> [Exercise requirements]: Copy out every line of the listing in which "Forbus" appears.

> [Recorded information]:
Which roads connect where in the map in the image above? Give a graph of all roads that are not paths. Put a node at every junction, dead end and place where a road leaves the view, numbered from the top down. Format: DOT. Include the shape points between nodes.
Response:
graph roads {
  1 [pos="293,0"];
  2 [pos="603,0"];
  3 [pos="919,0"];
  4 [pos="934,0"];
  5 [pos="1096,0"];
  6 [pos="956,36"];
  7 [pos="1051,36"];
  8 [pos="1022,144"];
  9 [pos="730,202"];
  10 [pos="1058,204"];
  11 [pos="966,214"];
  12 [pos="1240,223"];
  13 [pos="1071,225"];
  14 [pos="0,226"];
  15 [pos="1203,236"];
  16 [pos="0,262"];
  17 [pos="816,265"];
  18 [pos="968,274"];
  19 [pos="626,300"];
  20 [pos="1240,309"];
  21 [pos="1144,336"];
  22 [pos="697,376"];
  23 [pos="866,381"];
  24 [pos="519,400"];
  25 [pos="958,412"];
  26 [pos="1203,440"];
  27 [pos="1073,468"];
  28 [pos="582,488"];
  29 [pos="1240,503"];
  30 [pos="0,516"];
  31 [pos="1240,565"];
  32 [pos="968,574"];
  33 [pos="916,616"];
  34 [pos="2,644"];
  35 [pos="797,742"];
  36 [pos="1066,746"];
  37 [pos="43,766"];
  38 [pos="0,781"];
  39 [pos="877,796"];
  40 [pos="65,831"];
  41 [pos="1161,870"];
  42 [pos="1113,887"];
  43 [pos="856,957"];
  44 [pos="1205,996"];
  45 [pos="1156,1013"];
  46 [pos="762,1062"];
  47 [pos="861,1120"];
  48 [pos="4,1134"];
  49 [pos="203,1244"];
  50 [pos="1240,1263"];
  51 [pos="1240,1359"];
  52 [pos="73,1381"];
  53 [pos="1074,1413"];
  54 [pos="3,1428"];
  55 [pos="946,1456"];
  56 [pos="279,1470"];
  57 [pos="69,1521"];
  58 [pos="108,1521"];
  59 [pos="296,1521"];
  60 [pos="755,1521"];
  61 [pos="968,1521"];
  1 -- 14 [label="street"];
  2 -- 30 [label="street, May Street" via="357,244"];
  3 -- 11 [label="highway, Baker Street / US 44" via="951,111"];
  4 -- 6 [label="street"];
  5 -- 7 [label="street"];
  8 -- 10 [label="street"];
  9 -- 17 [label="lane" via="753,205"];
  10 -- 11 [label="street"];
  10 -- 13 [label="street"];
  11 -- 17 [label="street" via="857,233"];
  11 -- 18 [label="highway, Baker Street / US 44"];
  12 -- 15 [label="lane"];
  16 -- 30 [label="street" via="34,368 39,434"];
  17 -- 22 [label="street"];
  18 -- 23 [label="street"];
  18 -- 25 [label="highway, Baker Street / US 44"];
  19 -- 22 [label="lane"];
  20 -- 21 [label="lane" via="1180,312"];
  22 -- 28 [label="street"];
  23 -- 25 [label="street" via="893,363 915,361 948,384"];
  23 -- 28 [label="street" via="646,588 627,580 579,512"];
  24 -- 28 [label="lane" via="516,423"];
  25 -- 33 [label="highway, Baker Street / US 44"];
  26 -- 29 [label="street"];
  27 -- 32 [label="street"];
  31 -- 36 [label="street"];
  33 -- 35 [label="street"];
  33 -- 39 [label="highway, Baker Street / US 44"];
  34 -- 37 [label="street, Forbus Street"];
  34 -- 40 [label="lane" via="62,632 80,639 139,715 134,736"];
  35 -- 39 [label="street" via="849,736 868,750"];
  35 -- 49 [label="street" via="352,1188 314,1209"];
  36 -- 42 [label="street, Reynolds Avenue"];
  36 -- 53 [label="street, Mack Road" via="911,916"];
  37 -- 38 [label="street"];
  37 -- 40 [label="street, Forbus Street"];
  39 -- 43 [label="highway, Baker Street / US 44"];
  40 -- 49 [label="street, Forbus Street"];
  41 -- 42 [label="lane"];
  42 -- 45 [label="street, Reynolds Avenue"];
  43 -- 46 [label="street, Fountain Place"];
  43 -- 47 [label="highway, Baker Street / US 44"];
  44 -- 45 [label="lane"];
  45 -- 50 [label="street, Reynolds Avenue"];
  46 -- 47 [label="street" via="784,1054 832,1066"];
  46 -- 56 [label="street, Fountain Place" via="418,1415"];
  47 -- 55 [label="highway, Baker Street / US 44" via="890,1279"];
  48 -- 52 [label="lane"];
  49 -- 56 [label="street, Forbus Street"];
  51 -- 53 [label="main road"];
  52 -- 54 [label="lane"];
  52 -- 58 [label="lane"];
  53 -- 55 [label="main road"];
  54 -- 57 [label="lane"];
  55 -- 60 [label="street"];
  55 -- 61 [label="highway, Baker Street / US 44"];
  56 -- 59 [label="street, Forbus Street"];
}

> [Solution]:
  34 -- 37 [label="street, Forbus Street"];
  37 -- 40 [label="street, Forbus Street"];
  40 -- 49 [label="street, Forbus Street"];
  49 -- 56 [label="street, Forbus Street"];
  56 -- 59 [label="street, Forbus Street"];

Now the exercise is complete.